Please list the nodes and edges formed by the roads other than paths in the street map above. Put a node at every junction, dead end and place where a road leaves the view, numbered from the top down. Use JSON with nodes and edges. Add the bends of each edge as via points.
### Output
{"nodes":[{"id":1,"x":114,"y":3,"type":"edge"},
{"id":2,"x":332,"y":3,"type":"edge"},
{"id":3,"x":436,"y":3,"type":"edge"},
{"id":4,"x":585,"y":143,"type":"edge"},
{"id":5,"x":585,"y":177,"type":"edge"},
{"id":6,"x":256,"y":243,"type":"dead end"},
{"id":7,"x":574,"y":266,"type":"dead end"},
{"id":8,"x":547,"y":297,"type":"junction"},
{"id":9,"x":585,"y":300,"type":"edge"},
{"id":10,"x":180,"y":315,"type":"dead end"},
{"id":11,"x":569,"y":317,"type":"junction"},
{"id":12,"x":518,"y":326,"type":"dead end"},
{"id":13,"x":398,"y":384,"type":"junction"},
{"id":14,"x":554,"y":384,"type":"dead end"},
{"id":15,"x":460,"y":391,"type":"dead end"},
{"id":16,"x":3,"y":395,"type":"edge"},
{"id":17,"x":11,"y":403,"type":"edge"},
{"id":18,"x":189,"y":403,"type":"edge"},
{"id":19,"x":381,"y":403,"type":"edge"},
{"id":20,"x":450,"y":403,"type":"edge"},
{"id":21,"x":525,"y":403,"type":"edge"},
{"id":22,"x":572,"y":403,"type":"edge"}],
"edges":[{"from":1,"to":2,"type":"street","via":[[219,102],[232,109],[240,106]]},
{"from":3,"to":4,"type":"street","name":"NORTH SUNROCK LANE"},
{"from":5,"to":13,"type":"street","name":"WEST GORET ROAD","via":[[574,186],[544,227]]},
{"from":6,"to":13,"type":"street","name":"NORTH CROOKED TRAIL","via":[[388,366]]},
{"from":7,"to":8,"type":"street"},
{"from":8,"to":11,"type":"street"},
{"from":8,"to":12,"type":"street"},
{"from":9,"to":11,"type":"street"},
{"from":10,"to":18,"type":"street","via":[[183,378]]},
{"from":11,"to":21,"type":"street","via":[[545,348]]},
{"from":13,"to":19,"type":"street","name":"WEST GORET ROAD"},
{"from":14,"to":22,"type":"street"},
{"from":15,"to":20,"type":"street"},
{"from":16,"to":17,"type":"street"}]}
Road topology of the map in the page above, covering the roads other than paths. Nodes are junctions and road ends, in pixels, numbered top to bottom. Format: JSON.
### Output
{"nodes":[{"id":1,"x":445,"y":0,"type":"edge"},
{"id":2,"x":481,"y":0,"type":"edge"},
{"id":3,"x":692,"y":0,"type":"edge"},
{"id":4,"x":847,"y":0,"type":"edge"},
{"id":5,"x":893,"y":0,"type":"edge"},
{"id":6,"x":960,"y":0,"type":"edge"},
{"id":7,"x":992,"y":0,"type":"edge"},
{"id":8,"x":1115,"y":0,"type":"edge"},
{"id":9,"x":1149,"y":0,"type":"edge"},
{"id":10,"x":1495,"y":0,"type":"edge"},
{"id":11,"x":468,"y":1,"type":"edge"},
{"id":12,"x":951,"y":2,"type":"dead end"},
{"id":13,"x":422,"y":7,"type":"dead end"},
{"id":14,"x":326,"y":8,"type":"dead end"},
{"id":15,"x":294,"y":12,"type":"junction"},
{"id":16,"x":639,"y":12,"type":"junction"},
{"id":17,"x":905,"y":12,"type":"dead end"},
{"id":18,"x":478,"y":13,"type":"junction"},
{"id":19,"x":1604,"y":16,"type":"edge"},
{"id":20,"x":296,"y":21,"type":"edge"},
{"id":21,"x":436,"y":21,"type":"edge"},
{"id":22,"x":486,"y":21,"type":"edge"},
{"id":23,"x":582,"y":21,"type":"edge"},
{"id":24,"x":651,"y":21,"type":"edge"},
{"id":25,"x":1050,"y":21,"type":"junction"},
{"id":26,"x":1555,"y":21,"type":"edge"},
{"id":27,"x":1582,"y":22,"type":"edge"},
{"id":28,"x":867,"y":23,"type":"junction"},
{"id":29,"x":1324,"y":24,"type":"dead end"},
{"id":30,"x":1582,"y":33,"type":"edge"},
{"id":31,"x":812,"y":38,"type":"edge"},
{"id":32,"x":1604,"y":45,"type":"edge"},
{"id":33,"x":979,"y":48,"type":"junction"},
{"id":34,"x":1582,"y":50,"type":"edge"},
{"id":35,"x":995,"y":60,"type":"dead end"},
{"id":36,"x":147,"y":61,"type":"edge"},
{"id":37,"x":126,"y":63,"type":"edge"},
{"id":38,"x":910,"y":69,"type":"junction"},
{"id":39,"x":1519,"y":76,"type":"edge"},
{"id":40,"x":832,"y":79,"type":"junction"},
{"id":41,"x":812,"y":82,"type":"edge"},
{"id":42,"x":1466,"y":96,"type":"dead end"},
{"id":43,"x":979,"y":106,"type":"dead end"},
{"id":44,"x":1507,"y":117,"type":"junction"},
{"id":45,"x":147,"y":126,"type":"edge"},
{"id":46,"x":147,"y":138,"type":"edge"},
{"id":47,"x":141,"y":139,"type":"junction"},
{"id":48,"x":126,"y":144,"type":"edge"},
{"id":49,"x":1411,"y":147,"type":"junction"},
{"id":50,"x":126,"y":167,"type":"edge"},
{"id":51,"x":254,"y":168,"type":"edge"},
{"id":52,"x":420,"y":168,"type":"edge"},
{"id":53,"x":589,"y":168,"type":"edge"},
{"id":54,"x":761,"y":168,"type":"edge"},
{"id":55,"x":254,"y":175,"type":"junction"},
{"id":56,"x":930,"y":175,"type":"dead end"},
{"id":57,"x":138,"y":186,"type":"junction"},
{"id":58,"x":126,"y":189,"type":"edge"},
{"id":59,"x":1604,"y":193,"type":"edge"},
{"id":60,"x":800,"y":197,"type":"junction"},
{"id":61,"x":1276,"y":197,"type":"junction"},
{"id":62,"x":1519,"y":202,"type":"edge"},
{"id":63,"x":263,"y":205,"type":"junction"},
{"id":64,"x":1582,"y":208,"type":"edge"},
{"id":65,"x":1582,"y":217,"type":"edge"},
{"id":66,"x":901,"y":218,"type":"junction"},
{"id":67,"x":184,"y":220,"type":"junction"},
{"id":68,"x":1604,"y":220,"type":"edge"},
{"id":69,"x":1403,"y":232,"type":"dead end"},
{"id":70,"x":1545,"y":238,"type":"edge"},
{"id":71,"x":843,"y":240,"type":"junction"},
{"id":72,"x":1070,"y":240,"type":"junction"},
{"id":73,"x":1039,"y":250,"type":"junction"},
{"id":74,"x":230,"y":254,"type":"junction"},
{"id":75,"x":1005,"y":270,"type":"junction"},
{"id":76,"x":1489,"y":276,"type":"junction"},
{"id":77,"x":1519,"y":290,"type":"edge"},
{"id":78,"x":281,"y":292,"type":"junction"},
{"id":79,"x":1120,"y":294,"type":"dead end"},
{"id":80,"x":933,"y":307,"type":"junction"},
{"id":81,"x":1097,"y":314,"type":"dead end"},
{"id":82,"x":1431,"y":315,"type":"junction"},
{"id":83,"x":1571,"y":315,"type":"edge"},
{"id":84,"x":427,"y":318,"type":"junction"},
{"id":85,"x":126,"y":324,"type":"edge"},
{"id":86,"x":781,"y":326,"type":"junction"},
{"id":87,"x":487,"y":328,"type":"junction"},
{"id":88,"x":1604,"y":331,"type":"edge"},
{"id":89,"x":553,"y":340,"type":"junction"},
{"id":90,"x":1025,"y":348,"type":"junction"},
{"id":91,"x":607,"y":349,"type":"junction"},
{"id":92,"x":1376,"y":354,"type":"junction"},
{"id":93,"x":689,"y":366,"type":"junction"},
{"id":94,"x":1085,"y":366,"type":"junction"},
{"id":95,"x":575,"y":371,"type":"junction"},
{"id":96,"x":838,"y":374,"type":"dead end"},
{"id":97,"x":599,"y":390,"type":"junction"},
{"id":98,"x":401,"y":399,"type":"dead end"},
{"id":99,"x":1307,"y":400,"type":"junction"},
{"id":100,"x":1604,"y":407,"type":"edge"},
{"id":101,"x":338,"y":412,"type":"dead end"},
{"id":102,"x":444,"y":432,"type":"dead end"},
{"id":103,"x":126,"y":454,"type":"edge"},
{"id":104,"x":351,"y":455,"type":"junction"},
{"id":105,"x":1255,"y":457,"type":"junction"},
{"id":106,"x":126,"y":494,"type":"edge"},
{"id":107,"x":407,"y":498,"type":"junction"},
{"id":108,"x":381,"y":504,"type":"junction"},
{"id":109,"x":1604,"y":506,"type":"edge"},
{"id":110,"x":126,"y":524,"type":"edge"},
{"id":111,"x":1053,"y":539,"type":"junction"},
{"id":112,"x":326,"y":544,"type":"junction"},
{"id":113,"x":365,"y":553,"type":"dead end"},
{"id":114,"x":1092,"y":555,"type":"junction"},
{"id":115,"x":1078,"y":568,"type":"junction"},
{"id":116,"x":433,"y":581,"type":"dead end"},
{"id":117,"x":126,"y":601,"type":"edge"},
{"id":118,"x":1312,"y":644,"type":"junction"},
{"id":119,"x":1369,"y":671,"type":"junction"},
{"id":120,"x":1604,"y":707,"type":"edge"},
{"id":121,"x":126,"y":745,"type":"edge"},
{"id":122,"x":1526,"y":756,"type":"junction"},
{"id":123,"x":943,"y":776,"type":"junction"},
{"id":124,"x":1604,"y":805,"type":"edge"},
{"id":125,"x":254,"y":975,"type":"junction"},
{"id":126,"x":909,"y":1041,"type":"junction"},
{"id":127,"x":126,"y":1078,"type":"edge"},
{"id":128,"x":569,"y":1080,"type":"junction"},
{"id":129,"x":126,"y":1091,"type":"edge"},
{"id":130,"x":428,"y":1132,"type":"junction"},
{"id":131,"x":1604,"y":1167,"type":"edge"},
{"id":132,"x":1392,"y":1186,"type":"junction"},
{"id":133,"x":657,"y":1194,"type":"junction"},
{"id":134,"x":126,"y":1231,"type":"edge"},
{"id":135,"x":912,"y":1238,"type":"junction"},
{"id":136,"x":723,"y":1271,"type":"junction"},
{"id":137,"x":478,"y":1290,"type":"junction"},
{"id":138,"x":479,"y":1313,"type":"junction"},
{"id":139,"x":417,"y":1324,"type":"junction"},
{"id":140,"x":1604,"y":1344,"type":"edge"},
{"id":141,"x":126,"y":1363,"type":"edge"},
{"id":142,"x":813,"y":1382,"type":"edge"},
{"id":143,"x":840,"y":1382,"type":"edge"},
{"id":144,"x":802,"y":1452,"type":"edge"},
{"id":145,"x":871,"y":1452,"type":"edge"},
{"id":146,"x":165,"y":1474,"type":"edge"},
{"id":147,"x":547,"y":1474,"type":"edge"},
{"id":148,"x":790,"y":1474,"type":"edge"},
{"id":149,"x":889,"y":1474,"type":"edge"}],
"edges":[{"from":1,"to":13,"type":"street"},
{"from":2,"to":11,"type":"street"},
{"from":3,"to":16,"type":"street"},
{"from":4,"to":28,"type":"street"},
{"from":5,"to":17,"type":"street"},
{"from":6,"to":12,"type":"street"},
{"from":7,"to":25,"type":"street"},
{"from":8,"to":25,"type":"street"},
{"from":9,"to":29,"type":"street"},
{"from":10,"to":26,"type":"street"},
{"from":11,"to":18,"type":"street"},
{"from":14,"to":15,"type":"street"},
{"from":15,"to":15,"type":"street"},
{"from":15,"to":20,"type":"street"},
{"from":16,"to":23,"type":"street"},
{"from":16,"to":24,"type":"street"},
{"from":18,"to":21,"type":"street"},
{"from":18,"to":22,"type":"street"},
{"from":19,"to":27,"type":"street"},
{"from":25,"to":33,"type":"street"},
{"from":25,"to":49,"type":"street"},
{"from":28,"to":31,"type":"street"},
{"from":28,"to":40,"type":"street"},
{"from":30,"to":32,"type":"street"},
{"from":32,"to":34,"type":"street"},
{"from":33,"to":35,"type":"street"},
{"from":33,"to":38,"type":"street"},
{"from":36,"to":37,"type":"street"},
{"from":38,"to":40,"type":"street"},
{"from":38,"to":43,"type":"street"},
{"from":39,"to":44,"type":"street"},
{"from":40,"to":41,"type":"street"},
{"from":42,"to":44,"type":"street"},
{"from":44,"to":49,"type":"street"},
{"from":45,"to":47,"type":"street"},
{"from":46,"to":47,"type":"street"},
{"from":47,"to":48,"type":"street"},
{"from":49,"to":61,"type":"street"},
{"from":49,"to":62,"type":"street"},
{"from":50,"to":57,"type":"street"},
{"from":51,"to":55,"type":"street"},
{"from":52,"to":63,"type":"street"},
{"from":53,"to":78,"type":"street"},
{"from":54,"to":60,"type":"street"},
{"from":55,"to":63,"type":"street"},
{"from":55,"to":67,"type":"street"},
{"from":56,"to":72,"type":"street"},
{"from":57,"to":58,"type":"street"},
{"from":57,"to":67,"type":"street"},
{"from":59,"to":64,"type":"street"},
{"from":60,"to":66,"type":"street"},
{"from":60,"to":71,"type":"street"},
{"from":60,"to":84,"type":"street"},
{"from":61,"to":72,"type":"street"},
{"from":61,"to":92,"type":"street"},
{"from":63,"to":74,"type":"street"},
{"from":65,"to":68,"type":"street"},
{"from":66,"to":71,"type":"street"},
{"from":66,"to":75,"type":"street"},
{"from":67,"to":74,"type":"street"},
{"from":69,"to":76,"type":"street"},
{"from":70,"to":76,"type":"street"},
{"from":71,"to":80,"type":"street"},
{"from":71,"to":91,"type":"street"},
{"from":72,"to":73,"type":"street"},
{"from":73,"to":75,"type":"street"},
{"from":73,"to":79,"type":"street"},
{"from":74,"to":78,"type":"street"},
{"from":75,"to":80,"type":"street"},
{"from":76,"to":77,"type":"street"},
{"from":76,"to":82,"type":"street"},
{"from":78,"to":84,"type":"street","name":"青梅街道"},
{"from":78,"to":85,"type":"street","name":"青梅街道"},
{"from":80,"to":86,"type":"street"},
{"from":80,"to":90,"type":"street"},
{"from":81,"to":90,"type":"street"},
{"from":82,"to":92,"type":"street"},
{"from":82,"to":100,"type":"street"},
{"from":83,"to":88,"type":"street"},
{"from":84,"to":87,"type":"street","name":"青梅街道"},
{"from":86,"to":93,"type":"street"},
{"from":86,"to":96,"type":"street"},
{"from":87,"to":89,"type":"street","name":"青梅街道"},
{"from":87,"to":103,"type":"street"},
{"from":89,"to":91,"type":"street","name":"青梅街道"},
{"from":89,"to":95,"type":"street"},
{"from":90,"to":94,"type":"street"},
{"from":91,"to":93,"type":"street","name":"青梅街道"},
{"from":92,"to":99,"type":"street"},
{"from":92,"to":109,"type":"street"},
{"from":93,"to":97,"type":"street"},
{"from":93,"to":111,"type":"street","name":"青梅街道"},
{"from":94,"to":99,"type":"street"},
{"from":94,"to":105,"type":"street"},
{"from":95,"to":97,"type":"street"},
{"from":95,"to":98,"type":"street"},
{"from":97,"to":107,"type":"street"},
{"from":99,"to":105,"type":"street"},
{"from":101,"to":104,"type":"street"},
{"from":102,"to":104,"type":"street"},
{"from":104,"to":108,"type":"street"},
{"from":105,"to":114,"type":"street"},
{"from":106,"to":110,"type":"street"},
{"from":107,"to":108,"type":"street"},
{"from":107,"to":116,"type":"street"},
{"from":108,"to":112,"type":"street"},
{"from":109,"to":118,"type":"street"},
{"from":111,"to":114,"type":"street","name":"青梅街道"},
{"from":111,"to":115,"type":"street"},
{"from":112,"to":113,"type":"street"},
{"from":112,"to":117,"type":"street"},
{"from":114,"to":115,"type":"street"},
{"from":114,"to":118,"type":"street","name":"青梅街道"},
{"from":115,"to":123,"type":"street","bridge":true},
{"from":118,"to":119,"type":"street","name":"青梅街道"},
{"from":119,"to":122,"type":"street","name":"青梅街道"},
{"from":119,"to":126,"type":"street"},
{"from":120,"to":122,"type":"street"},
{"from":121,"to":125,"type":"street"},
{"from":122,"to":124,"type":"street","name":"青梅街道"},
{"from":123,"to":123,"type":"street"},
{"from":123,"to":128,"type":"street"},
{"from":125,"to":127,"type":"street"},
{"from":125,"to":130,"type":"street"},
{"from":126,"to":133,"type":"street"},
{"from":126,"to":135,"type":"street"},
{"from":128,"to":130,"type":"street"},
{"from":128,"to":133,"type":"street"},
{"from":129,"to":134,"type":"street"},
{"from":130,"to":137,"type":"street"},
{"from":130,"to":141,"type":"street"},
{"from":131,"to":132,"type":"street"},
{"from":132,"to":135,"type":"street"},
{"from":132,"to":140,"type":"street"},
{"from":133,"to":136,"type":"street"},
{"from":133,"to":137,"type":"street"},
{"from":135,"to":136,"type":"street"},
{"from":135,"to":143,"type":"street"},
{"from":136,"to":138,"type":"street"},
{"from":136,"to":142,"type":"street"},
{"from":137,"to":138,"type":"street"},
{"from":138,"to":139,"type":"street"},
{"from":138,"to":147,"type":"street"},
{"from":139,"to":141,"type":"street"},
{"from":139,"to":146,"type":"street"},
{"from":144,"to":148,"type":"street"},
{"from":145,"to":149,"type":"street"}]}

● **TASK INSTRUCTIONS**
An answer is complete only when it holds every line above containing the string "paths".

● **TASK OUTPUT**
Please list the nodes and edges formed by the roads other than paths in the street map above. Put a node at every junction, dead end and place where a road leaves the view, numbered from the top down. Use JSON with nodes and edges. Add the bends of each edge as via points.
Road topology of the map in the page above, covering the roads other than paths. Nodes are junctions and road ends, in pixels, numbered top to bottom. Format: JSON.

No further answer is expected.